The business behind the world’s largest job site claims to have a solution to the labour deficit plaguing the United States: eliminating the standard resume.
Despite the urgent need for workers, “the hiring process is still resumes, sending resumes, and checking resumes,” said Hisayuki “Deko” Idekoba, CEO of Recruit Holdings Co. in Japan, which operates Indeed.com and Glassdoor. “This is a fantastic opportunity for us to move away from the old-school, entrenched resume-profile culture and ask, “What can you do?” instead.”

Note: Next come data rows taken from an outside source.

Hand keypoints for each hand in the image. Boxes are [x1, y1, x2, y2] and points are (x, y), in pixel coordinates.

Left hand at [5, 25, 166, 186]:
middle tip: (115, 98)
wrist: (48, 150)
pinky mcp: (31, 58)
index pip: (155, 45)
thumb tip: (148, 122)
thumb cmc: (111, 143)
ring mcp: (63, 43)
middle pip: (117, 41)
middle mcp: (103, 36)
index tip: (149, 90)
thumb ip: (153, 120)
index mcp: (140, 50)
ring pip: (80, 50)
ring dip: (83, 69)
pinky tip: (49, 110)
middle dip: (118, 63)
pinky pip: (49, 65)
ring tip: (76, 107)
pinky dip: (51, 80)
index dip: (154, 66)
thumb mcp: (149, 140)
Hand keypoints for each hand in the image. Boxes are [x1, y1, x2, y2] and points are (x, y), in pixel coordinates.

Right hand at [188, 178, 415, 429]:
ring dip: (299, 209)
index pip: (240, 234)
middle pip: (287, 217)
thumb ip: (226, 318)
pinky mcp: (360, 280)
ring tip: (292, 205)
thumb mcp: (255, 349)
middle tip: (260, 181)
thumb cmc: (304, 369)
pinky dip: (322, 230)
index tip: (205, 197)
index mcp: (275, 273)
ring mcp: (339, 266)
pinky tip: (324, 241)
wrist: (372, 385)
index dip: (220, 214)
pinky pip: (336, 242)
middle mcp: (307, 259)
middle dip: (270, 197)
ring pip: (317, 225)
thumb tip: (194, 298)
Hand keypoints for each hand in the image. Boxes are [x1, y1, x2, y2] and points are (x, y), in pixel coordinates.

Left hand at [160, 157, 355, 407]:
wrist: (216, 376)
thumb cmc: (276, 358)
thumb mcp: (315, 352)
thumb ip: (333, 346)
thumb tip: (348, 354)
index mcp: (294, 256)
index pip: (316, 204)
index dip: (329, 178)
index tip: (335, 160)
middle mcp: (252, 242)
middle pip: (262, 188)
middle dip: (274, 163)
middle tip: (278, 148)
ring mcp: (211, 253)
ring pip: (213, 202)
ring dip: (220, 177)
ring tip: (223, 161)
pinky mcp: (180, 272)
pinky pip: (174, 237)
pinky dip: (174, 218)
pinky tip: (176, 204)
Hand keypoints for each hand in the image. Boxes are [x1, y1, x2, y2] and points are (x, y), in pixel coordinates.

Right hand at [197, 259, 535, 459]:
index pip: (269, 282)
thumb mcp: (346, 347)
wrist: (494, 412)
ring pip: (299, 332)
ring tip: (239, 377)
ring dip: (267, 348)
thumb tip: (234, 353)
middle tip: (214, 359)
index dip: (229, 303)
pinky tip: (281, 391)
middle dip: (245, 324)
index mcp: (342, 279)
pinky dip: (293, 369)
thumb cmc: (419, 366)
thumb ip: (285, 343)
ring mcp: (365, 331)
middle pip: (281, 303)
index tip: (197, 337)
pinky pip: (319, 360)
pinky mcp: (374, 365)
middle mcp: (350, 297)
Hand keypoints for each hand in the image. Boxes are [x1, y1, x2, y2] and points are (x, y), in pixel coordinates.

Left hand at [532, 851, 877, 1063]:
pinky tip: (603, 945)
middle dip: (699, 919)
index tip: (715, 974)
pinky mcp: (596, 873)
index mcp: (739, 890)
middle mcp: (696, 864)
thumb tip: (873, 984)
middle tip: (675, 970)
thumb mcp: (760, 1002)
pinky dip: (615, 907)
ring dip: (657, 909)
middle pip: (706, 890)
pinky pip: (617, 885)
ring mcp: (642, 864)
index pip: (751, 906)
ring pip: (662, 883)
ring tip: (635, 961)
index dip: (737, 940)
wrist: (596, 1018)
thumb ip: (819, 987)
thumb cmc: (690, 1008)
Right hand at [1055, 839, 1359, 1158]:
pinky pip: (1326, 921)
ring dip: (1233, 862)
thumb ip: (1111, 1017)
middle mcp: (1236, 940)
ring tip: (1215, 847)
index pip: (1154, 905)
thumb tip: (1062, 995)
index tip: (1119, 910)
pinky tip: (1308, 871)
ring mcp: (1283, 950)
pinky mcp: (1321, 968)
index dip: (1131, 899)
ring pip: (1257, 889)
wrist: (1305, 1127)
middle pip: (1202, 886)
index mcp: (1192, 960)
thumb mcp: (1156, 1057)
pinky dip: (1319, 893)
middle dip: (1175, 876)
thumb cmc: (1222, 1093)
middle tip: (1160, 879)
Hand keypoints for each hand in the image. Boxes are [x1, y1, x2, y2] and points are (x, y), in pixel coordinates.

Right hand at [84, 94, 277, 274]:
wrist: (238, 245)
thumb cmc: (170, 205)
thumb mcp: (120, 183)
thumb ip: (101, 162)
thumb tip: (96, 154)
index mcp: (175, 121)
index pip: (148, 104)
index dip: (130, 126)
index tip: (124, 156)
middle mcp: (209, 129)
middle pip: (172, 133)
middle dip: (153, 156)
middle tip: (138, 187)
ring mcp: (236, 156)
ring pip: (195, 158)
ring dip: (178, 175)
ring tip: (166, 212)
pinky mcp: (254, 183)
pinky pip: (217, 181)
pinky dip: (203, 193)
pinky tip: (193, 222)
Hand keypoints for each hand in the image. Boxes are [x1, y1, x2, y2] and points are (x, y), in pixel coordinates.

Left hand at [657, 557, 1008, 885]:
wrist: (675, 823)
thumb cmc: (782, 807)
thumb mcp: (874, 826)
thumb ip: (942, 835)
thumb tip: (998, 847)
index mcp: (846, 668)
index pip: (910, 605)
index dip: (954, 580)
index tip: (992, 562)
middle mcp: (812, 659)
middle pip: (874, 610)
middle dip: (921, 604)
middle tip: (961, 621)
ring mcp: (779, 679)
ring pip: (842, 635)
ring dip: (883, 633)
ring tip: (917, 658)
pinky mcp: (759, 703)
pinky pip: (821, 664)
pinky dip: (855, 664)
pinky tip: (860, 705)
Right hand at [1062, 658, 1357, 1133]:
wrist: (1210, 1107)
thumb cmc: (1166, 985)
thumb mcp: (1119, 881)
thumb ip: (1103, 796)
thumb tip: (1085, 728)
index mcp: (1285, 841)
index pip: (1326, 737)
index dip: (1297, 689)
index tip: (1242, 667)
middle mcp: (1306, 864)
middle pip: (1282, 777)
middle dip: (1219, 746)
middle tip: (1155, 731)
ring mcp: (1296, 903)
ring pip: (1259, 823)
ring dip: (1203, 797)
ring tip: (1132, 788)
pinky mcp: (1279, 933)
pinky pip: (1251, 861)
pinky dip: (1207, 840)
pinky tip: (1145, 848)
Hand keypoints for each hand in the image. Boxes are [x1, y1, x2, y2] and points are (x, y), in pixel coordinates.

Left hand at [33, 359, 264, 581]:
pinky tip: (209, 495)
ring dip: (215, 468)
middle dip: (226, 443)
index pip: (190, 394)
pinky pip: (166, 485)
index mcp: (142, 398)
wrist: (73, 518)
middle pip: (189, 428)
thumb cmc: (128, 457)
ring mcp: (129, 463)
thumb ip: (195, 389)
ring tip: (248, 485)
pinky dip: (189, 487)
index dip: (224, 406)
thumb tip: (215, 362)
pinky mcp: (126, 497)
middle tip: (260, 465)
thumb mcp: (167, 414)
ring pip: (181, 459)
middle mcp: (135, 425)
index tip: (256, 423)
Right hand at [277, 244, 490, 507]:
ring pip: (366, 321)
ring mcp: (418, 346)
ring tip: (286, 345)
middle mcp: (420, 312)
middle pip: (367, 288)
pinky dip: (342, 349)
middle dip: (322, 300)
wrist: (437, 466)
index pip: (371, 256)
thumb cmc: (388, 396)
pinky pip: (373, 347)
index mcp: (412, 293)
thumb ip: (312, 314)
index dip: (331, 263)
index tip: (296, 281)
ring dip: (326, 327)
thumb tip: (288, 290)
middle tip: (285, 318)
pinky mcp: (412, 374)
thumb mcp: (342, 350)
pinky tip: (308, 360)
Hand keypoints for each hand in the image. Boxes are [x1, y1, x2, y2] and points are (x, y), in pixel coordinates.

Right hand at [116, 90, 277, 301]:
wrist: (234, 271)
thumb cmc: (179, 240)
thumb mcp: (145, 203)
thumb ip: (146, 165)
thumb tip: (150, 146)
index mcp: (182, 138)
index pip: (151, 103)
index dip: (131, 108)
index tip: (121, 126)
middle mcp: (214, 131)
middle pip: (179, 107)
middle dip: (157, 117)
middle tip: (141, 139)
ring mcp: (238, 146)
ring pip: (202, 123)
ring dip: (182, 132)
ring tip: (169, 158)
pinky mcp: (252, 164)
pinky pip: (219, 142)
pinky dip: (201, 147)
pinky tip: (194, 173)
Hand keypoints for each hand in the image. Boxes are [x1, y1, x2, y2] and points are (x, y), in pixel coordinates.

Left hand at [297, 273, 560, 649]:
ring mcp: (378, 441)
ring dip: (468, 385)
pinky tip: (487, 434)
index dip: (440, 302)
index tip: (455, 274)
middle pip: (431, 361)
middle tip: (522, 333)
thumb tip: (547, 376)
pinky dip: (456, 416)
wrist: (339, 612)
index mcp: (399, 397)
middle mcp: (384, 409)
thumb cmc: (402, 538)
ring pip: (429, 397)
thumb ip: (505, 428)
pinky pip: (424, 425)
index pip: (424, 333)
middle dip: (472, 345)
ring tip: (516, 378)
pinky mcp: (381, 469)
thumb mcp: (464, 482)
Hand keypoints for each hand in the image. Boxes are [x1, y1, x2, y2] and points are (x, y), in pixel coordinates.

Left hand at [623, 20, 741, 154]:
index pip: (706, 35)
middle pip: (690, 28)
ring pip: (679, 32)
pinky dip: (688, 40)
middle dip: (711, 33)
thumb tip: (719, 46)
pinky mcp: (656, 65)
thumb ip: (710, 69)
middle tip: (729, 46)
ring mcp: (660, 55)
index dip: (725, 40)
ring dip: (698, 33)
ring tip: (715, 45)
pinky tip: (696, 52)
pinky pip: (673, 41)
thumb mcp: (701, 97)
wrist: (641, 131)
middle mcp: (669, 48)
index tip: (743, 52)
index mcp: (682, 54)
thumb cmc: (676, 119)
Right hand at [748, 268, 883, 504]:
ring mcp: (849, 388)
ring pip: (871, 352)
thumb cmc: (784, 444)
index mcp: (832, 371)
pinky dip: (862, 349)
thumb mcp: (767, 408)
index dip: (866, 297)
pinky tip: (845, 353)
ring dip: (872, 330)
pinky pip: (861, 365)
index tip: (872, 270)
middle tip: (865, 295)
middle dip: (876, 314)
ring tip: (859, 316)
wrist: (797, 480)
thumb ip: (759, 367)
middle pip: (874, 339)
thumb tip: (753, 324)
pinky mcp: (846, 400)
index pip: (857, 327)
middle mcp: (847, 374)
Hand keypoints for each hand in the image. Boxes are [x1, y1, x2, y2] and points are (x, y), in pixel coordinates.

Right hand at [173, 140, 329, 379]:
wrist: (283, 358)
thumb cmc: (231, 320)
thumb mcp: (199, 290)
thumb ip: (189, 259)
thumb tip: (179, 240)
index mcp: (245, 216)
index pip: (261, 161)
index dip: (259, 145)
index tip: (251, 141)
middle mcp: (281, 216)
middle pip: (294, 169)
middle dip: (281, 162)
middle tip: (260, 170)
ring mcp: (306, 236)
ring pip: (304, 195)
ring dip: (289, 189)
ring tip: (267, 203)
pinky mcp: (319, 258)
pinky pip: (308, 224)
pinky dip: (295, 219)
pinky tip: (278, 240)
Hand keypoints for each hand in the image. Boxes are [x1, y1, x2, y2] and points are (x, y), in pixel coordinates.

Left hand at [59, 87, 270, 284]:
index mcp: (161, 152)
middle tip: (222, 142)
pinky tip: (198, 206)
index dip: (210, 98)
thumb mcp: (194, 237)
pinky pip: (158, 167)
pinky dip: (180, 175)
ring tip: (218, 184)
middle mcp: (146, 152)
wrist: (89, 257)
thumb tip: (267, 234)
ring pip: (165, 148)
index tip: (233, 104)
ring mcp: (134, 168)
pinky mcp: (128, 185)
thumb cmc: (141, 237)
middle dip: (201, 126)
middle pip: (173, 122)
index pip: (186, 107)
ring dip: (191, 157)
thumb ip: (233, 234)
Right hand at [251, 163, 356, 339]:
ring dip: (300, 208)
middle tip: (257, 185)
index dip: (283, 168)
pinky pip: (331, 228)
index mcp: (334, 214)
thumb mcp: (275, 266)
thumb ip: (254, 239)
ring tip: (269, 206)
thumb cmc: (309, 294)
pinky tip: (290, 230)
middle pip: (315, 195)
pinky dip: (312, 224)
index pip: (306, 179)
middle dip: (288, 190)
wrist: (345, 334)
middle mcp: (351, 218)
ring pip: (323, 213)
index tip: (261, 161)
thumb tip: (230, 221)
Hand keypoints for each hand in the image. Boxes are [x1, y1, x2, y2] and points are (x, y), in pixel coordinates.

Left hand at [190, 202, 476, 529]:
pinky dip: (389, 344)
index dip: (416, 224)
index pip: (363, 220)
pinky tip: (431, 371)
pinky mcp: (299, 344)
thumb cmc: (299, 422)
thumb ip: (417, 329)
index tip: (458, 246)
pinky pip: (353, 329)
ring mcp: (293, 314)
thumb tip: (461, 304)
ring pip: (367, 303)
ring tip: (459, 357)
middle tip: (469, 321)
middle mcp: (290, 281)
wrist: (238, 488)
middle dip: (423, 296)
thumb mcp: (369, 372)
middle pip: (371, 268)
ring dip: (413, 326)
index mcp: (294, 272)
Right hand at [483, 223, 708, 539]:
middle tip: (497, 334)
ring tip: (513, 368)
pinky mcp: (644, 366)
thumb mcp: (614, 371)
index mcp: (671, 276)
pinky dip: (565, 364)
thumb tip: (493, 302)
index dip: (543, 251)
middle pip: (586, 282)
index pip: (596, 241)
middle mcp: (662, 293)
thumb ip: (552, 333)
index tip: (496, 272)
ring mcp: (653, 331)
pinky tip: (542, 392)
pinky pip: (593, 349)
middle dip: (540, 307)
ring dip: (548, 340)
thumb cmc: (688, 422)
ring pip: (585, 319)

According to one assessment, the United States is about to enter its tightest employment market since the 1950s, with employers battling to fill both white- and blue-collar roles as job searchers reevaluate their priorities in the aftermath of the pandemic. Recruit’s hiring technology sector saw revenue more than double in the quarter ending September, according to earnings numbers disclosed this week. In 2021, the company’s stock has increased by more than 80%, making it Japan’s fourth-largest company by market value.
Many small and medium-sized firms are still looking to fill jobs the way they did a decade ago, according to Idekoba, and modern hiring practises must adapt to the changes. He gives the example of a restaurant that hasn’t changed its job description in a decade. “Why do you require a college diploma?” he inquired. “Don’t even think about it!”
Idekoba, who splits his time between Tokyo and Austin, Texas, where Indeed is based, claimed he recently had to wait 40 minutes in a restaurant in the United States due to a staffing shortage.
Instead, Recruit recommends asking job candidates questions and administering assessments to check if they can navigate the specific duties that the position would entail. It also saves the answers so that job applicants who don’t get hired can use them elsewhere.
Recruit has started offering a chat-based hiring process for truck drivers, who are “desperately needed” in the United States, according to Idekoba, because truckers spend most of their days on the road and do not have laptops.
He also mentioned the issue of “a big number of people who can’t write resumes” or don’t have the skills to fill one out, as well as the tens of millions of Americans who have criminal records. Recruit is increasing its training offerings to help people write better resumes for professions that require them, with the goal of using technology to uncover abilities that an applicant may have that are transferrable to another field.
Indeed, then a startup, was purchased by Recruit for a reputed $1 billion about a decade ago. Before being promoted to CEO of Recruit in April of this year, Idekoba led the unit. In Japan, it provides sites to find homes, used cars, book hotels, and restaurants, in addition to hiring and staffing. It is trying to extend its software as a service services.
Indeed.com currently helps twice as many individuals find jobs as it did before the outbreak, according to Idekoba. “We could hire 20 people every minute,” he added, “but we couldn’t alleviate the labour shortfall.”